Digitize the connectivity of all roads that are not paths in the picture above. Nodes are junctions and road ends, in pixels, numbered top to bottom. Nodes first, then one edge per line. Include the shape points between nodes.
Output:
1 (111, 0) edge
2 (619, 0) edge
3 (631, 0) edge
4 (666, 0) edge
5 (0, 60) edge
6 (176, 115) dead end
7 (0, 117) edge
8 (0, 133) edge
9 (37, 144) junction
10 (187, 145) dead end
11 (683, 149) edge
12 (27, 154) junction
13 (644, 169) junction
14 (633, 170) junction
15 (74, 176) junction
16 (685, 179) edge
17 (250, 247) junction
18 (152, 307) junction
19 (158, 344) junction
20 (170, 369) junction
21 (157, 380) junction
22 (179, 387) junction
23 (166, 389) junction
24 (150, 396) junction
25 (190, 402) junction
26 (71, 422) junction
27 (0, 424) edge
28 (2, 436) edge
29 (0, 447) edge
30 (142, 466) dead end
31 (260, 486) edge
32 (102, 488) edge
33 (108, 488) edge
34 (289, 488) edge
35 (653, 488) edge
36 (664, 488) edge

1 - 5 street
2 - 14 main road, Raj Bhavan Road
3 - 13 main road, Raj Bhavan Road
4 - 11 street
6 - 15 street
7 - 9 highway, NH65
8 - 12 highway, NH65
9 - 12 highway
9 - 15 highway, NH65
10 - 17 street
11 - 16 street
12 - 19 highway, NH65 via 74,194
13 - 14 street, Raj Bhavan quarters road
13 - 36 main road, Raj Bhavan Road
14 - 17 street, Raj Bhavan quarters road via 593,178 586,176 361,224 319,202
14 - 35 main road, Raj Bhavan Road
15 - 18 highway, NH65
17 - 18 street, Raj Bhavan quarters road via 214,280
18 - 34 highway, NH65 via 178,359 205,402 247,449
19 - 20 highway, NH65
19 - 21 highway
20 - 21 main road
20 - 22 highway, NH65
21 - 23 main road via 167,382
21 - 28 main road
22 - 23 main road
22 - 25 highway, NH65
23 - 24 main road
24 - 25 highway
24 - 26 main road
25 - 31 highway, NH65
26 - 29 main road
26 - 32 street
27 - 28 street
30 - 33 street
• • • • • • •
* [THE PROBLEM]:
Each line of the material that includes the string "quarters" is to be counted; give only the final number.

* [WRITTEN RESPONSE]:
3